Of course they do. Everyone has the capacity to experience love. It’s not only the way God made us, but the primary way he reaches out to us. God hopes that through love you will come to know him and believe in him. But you can experience love and never know where it comes from. It’s just that in that case, it’s going be like seeing a 3D movie and forgetting the glasses. You can still see the movie, but it’s a little out of focus most of the time. Not knowing or not believing that love comes from God robs you of the assurance that comes from his love. There is a strength in knowing that no matter what happens, you are loved by someone tremendously and unconditionally. Knowing that frees us from the pitfalls of the Jerry Maguire Syndrome – always searching for someone to complete us. Let’s face it, we can’t rely on other people to make us whole. We need to have that kind of self-assurance BEFORE we go out into the world so that we’re equipped to love someone else. So we can love from our overflow.

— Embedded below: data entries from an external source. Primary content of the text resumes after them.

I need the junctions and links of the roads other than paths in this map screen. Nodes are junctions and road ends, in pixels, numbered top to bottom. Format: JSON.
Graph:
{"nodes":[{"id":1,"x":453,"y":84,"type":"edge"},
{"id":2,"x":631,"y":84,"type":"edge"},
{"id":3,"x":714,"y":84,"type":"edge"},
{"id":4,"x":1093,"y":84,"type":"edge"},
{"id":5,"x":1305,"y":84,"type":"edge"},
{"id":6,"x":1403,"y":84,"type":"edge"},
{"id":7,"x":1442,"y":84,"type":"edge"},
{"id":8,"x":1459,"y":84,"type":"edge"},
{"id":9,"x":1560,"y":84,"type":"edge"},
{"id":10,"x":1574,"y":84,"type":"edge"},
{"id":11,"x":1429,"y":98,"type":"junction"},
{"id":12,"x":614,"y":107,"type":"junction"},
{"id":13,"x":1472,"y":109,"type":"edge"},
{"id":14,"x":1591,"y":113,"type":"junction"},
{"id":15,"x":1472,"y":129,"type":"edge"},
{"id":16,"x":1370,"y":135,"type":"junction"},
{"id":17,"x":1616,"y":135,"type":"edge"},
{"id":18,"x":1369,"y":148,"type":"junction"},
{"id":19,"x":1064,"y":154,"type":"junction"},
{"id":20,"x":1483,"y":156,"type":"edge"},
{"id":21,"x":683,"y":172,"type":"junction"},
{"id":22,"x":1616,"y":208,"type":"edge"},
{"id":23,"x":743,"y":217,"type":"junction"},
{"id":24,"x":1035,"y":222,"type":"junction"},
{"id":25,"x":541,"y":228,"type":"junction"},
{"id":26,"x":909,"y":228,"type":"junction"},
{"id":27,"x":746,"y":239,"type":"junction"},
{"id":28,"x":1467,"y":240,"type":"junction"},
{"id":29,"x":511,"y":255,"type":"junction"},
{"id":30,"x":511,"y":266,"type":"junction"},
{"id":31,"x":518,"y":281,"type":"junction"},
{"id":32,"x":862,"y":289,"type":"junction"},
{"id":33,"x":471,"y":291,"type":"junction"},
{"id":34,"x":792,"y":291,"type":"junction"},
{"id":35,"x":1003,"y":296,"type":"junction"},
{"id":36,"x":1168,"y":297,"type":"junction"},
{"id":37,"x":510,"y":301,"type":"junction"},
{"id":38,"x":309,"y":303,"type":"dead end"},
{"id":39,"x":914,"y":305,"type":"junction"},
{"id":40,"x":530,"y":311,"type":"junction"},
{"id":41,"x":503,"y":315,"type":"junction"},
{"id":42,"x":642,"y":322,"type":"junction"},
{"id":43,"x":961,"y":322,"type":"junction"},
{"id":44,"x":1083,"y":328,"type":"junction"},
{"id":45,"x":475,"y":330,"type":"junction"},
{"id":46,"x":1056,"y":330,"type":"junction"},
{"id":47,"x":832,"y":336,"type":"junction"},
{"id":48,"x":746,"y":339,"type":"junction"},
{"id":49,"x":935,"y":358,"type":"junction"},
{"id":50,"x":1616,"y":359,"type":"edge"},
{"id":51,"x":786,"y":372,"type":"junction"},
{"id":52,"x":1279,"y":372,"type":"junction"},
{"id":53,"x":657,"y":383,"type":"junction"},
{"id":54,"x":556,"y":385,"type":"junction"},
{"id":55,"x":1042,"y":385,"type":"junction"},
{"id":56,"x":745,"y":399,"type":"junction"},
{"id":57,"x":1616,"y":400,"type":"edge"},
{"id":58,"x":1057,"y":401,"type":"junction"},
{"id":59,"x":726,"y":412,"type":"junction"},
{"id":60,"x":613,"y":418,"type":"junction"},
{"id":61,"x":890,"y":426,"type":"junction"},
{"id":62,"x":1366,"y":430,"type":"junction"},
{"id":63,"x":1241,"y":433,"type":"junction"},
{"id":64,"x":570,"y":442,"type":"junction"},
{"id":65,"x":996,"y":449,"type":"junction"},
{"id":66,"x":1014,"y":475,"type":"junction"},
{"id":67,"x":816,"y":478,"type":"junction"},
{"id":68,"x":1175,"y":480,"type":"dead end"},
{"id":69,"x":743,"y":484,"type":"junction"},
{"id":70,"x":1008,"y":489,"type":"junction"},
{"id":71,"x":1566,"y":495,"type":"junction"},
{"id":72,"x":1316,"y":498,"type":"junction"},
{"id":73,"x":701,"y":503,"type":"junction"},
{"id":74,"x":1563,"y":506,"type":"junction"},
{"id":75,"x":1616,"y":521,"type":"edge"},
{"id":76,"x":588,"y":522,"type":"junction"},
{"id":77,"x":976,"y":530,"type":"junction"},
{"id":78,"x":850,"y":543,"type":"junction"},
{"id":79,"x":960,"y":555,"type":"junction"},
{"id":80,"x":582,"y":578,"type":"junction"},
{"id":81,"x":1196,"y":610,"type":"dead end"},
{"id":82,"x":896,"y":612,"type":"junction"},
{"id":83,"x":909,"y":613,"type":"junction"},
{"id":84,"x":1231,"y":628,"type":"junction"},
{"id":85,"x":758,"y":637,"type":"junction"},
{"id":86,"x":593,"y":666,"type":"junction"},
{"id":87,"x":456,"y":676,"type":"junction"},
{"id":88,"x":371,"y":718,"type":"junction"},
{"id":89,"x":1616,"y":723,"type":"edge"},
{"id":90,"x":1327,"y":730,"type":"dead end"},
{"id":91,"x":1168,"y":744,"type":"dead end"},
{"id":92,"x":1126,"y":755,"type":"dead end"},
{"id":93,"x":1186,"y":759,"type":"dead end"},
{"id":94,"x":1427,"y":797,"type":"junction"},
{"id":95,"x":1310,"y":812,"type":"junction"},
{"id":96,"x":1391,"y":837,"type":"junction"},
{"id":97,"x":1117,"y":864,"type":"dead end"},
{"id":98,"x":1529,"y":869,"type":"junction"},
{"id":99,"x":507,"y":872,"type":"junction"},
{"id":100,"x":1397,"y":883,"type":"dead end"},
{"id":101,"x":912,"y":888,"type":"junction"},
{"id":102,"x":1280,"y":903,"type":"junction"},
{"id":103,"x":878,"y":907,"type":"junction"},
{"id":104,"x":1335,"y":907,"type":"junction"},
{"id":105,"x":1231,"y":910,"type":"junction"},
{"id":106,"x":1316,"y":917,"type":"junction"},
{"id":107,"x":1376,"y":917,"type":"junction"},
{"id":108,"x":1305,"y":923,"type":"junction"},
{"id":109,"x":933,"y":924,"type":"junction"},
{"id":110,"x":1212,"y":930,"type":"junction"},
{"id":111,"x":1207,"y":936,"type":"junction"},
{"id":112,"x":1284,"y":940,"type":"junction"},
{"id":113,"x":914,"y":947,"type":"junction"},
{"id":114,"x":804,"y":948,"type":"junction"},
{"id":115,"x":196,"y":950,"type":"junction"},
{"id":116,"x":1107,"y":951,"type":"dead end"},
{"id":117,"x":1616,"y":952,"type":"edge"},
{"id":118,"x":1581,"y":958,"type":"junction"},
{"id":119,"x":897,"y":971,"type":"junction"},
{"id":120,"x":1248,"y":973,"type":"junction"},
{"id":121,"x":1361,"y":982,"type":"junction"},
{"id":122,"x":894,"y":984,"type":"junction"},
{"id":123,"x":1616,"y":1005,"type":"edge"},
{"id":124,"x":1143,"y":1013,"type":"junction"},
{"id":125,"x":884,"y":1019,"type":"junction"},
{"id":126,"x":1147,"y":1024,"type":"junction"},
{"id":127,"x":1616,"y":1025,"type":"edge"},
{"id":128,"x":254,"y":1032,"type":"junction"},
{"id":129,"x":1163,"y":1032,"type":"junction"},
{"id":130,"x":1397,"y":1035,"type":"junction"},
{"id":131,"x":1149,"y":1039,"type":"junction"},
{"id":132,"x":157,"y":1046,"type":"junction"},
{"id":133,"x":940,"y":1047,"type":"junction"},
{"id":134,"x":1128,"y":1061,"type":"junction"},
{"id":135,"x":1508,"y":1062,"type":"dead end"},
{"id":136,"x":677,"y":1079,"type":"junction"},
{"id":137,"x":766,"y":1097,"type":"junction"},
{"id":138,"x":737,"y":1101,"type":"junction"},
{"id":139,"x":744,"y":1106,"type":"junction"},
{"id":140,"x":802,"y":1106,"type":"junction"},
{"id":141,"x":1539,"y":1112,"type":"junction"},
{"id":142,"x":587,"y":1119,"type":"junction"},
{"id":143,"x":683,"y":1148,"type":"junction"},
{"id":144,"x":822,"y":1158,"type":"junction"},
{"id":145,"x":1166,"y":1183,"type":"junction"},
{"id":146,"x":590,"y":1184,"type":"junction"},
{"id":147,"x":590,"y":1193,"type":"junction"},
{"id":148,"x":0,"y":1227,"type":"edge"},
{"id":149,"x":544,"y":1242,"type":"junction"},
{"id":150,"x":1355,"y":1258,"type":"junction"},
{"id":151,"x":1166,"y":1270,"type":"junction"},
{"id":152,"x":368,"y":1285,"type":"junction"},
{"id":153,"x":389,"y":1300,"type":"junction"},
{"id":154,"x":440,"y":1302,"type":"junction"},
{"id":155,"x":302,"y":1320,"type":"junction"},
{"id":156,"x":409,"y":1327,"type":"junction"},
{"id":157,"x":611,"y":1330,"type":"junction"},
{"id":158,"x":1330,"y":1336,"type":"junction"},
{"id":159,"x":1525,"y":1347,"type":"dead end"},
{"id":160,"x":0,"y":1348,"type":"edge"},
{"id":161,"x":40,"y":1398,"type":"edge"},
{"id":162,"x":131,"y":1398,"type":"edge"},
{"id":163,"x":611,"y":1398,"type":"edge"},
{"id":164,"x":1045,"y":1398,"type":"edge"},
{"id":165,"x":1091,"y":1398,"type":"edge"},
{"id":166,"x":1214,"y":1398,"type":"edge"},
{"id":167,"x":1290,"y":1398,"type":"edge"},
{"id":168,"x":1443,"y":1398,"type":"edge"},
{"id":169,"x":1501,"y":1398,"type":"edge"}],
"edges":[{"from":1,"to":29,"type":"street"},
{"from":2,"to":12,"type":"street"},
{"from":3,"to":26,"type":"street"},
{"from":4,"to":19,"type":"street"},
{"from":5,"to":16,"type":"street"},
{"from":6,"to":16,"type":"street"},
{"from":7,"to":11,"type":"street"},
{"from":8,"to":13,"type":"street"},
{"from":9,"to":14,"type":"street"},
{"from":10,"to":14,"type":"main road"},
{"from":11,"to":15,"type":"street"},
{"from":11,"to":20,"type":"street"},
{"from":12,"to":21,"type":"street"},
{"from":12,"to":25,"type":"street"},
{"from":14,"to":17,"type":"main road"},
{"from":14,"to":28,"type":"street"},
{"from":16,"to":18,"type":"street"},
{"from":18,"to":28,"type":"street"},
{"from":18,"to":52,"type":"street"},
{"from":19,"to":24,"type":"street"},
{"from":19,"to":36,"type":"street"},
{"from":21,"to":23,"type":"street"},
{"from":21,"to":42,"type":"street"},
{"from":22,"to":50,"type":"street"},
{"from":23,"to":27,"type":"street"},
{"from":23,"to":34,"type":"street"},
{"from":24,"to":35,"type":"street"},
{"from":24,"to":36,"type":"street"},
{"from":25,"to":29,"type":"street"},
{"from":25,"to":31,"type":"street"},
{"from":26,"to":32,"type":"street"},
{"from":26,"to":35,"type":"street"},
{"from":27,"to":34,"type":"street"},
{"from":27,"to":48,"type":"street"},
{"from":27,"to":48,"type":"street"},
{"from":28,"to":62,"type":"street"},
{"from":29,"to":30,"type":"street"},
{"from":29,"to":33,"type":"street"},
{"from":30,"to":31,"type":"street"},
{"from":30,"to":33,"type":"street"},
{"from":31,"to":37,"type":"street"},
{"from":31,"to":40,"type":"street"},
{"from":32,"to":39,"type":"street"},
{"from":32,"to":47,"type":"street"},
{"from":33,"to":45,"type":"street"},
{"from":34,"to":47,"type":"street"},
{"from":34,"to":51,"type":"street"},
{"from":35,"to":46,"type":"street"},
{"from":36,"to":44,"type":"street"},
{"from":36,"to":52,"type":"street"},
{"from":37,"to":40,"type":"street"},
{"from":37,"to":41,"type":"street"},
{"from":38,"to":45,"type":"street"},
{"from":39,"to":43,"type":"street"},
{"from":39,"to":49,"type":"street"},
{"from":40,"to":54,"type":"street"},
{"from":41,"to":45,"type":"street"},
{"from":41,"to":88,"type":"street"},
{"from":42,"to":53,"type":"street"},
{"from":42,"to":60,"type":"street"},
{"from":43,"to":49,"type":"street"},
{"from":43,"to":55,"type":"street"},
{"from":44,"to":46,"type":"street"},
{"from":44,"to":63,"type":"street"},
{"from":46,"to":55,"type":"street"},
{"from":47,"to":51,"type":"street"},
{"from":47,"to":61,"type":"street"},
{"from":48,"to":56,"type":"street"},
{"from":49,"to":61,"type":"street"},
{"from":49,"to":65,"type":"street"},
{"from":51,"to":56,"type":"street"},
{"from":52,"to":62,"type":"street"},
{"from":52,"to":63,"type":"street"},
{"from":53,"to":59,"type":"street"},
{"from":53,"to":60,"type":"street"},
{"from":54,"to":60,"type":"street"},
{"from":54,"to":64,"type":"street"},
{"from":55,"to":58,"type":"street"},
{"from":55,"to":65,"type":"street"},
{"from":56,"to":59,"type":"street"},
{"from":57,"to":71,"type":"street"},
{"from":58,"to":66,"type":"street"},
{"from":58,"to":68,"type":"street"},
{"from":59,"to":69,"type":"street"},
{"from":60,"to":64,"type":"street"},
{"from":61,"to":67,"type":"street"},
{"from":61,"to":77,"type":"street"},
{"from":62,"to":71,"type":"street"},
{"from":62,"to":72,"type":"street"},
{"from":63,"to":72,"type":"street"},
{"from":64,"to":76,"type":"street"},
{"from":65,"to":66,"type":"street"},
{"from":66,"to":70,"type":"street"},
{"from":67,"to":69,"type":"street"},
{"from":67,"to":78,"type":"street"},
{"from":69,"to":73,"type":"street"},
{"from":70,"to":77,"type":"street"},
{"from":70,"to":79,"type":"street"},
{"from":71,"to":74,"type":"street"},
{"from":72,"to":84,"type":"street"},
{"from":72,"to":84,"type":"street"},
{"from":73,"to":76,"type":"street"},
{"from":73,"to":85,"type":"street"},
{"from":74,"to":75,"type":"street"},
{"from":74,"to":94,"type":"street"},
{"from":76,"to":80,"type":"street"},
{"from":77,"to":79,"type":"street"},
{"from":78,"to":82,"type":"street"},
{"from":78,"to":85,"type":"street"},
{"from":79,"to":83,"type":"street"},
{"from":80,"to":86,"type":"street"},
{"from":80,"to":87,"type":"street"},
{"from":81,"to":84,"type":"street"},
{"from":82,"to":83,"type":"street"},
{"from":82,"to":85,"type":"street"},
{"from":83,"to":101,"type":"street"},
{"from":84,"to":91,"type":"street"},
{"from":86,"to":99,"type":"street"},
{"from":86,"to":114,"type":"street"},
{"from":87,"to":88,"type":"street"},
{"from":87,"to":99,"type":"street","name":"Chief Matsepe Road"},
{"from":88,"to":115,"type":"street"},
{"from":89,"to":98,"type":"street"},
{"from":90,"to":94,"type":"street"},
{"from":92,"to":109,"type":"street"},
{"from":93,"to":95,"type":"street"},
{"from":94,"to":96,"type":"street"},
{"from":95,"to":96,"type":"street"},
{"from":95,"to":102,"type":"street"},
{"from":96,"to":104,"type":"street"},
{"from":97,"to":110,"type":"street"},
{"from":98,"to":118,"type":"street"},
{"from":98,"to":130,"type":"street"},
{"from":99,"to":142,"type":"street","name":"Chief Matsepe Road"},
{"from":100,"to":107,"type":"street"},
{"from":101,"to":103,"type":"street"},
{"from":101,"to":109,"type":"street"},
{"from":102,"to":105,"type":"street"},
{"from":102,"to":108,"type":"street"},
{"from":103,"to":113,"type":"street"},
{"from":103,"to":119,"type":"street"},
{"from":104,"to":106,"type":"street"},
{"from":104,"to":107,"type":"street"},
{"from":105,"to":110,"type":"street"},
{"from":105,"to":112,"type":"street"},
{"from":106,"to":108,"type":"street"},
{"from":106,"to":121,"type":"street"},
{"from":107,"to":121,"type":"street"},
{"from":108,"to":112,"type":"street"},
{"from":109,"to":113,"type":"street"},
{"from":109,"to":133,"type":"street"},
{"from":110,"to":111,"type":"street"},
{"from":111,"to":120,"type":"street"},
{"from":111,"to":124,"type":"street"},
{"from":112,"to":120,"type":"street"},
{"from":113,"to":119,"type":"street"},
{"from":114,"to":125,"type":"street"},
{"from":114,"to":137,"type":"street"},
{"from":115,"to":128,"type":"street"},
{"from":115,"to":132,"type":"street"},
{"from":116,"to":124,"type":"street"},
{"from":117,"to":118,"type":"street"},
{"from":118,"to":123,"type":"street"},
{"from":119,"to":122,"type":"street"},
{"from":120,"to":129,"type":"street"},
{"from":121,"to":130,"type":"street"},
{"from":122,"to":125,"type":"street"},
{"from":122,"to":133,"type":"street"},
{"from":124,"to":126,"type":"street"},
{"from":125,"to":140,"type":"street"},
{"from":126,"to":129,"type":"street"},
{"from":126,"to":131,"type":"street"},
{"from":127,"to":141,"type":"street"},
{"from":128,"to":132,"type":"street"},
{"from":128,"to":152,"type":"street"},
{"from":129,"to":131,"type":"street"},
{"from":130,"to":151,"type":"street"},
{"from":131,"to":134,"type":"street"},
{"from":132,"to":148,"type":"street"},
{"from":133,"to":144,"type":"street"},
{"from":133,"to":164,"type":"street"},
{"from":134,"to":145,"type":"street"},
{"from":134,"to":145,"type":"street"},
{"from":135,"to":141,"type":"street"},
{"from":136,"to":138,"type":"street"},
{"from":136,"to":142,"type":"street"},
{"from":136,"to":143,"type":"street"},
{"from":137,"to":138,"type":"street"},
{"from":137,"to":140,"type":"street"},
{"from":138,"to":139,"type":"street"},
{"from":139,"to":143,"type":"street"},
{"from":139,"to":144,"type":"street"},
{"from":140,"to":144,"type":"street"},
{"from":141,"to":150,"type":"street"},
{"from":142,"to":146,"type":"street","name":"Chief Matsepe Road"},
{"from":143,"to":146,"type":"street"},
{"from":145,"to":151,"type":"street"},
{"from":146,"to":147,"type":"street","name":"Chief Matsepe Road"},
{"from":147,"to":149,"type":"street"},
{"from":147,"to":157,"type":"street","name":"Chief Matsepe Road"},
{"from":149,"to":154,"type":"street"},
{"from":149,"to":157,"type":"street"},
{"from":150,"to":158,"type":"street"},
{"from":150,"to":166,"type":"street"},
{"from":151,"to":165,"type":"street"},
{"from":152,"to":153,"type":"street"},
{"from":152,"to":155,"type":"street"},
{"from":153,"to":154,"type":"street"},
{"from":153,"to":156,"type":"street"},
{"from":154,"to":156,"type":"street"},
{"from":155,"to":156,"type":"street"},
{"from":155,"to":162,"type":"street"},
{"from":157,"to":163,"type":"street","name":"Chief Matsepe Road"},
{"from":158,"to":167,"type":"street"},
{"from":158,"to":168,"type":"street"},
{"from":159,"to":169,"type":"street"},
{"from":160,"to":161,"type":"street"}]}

Don’t look to me as an expert.
I’ve made plenty of mistakes. And I haven’t always come from a place of self-assurance. Just ask Cassie. I’m far from perfect in this category. I struggle with doubts and when I’m hurting it’s not easy for me to remember I’m loved by God. But I do know that God’s love has made me a stronger person. God’s love has helped to see me through some pretty difficult times. And knowing God loves me gives me the strength to love Cassie and Emma the way I hope they deserve to be loved. I still make mistakes. I still sometimes succumb to my own internal doubts and fears. But having God in my life has helped me to overcome those doubts and fears and to be a stronger person. I hope God will do that for you, too. What I hope is that in your own doubts and fears, in those times when you feel distant from God or you resort to your own inner weaknesses, that you’ll remember these words and gain strength from them. I hope that you’ll realize that you don’t need someone to “complete” you because God loves you completely already. And that in your times of doubt, you’ll think about how you are made to love and be loved and that gift comes from God.